Biografía Zoológica (III)
El cornudo deporte del toreo, con su zarzuela de orejas cortadas y rabos arrebatados y el asesinato público del pobre cuadrúpedo, no prosperó en esta ciudad animalesca. Los políticos todavía no se ponían nombres zoocráticos, ni agitaban el cotarro con sus imitaciones escandalosas, cuando en agosto de 1932 ocurrió el hecho. Entonces un atrevido empresario, uno de esos que querían sacarle el elixir al espectáculo, al circo, imaginó una temporada en un lugar sin ganadería y sin toreros, pero con cornudos pasivos, pacíficos o tolerantes.
En un lugar donde no florecía una plaza taurina, ni existía la costumbre de la fiesta brava, ni se conocían los oles, el empresario de marras se las ingenió para abrir un ámbito en el célebre Alhambra, poco antes de que se quemara para siempre. Es difícil creer ello pero así fue. No sabemos por qué razón no eligió el ámbito de la plaza 28 de Julio que en esos días era un sitio con malezas para levantar su ruedo, su pasto para la masacre del pobre toro. Ignoramos de dónde sacó los animales para el estreno y de qué lugar del mundo eran los adornados y ajustados toreros.
En el aviso correspondiente que salió en los diarios de la época se puede todavía leer lo siguiente: “Ponemos en conocimiento del respetable público de esta ciudad que aproximándose la inauguración de la temporada taurina, para mayor comodidad y economía de los aficionados, hemos acordado abrir un abono por 4 corridas”. El párrafo parece redactado por alguien ilusionado en hacer un negocio redondo. Es posible, además, que el aludido soñara con iniciar la tradición de las orejas cercenadas, de los rabos arrancados, de la sangre vertida. De ahí que ofreciera esa ganga como treta o trampa. El palco, con 6 asientos, costaba 30 soles o 120 soles si esas personas asistían a toda la temporada.

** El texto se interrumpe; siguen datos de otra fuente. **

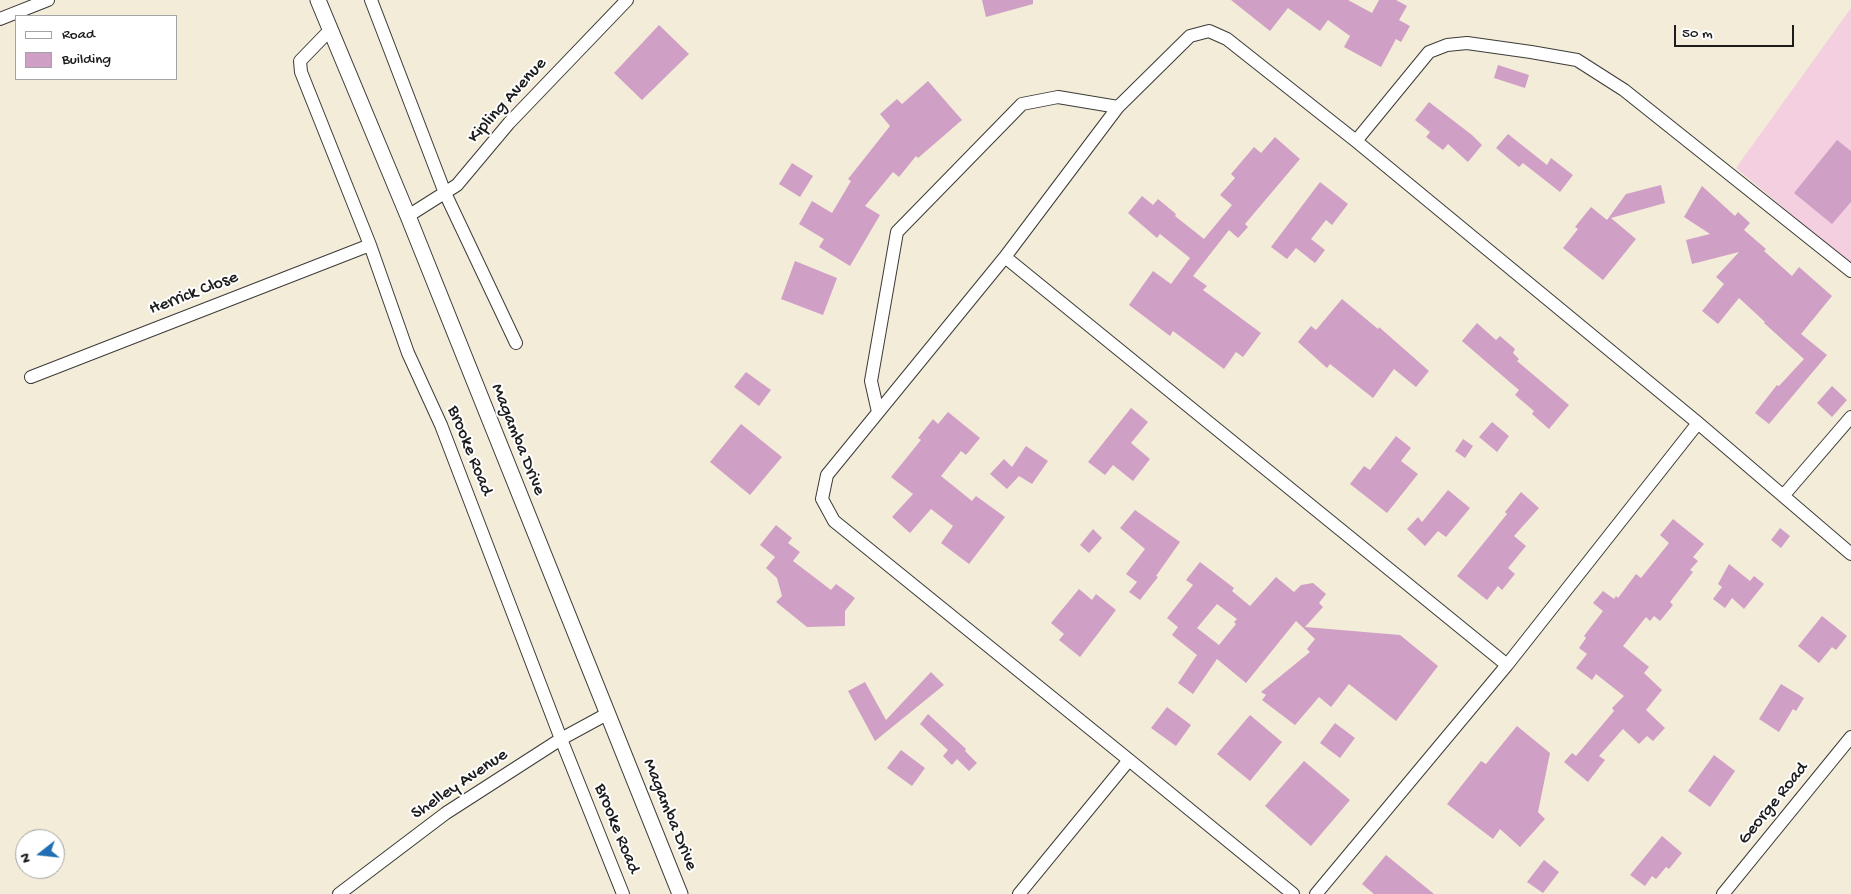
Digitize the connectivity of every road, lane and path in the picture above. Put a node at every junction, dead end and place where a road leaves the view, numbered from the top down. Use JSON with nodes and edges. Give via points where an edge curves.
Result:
{"nodes":[{"id":1,"x":48,"y":0,"type":"edge"},
{"id":2,"x":318,"y":0,"type":"edge"},
{"id":3,"x":371,"y":0,"type":"edge"},
{"id":4,"x":627,"y":0,"type":"edge"},
{"id":5,"x":0,"y":19,"type":"edge"},
{"id":6,"x":330,"y":30,"type":"junction"},
{"id":7,"x":1118,"y":108,"type":"junction"},
{"id":8,"x":1356,"y":141,"type":"junction"},
{"id":9,"x":445,"y":193,"type":"junction"},
{"id":10,"x":408,"y":216,"type":"junction"},
{"id":11,"x":370,"y":245,"type":"junction"},
{"id":12,"x":1005,"y":257,"type":"junction"},
{"id":13,"x":1851,"y":271,"type":"edge"},
{"id":14,"x":516,"y":343,"type":"dead end"},
{"id":15,"x":31,"y":376,"type":"dead end"},
{"id":16,"x":878,"y":412,"type":"junction"},
{"id":17,"x":1851,"y":417,"type":"edge"},
{"id":18,"x":1698,"y":423,"type":"junction"},
{"id":19,"x":1783,"y":496,"type":"junction"},
{"id":20,"x":1851,"y":554,"type":"edge"},
{"id":21,"x":1507,"y":665,"type":"junction"},
{"id":22,"x":607,"y":714,"type":"junction"},
{"id":23,"x":1851,"y":737,"type":"edge"},
{"id":24,"x":561,"y":739,"type":"junction"},
{"id":25,"x":1129,"y":760,"type":"junction"},
{"id":26,"x":339,"y":894,"type":"edge"},
{"id":27,"x":623,"y":894,"type":"edge"},
{"id":28,"x":680,"y":894,"type":"edge"},
{"id":29,"x":1019,"y":894,"type":"edge"},
{"id":30,"x":1293,"y":894,"type":"edge"},
{"id":31,"x":1316,"y":894,"type":"edge"},
{"id":32,"x":1723,"y":894,"type":"edge"}],
"edges":[{"from":1,"to":5,"type":"street"},
{"from":2,"to":6,"type":"street","name":"Magamba Drive"},
{"from":3,"to":9,"type":"street"},
{"from":4,"to":9,"type":"street","name":"Kipling Avenue","via":[[509,123],[456,186]]},
{"from":6,"to":10,"type":"street","name":"Magamba Drive"},
{"from":6,"to":11,"type":"street","name":"Brooke Road","via":[[300,61],[301,72]]},
{"from":7,"to":8,"type":"street","via":[[1190,36],[1209,31],[1227,39]]},
{"from":7,"to":12,"type":"street"},
{"from":7,"to":16,"type":"street","via":[[1058,97],[1022,104],[897,232],[871,381]]},
{"from":8,"to":13,"type":"street","via":[[1429,52],[1447,45],[1467,43],[1577,60],[1624,90]]},
{"from":8,"to":18,"type":"street"},
{"from":9,"to":10,"type":"street","name":"Kipling Avenue"},
{"from":9,"to":14,"type":"street"},
{"from":10,"to":22,"type":"street","name":"Magamba Drive"},
{"from":11,"to":15,"type":"street","name":"Herrick Close"},
{"from":11,"to":24,"type":"street","name":"Brooke Road","via":[[408,353],[441,425]]},
{"from":12,"to":16,"type":"street"},
{"from":12,"to":21,"type":"street"},
{"from":16,"to":25,"type":"street","via":[[827,475],[822,499],[834,521]]},
{"from":17,"to":19,"type":"street"},
{"from":18,"to":19,"type":"street"},
{"from":18,"to":21,"type":"street"},
{"from":19,"to":20,"type":"street"},
{"from":21,"to":31,"type":"street"},
{"from":22,"to":24,"type":"street","name":"Shelley Avenue"},
{"from":22,"to":28,"type":"street","name":"Magamba Drive"},
{"from":23,"to":32,"type":"street","name":"George Road"},
{"from":24,"to":26,"type":"street","name":"Shelley Avenue","via":[[446,813]]},
{"from":24,"to":27,"type":"street","name":"Brooke Road"},
{"from":25,"to":29,"type":"street"},
{"from":25,"to":30,"type":"street"}]}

En el bar de El Alhambra se procedió a la venta de las entradas para el estreno de esa torcida fiesta. El asesinato es un horror en cualquier parte. Y la matanza de un toro no puede ser una obra de arte, como pretenden los defensores de esa barbarie. Pero eso es otro tema. Hubiera sido colosal conocer a las personas que asistieron a esa despedida de la masacre taurina. Imaginamos que fueron tantos y tantas seducidos por lo forastero, ganados por el prestigio ajeno, arrastrados por el espectáculo, el circo.
El torero ajustado y sus piruetas en el ruedo, su trapo rojo tramposo y sus puñales o su espada oculta, cayó en vacío en una metrópoli bastante influenciada por los animales. No próspero la tarde de estocadas, de banderillas y de sangre. Las corridas de toros en Iquitos solo ocurren cuando algún ejemplar se escapa en los puertos. El resto es un vacío de oles que a nadie importa. La extendida sociedad del espectáculo, el dominante mundo del circo, manías que se repiten siempre en Iquitos, no funcionaron taurinamente. Entonces, en la ciudad animalizada, no entraron los astados toros, pero quedaron los cornudos.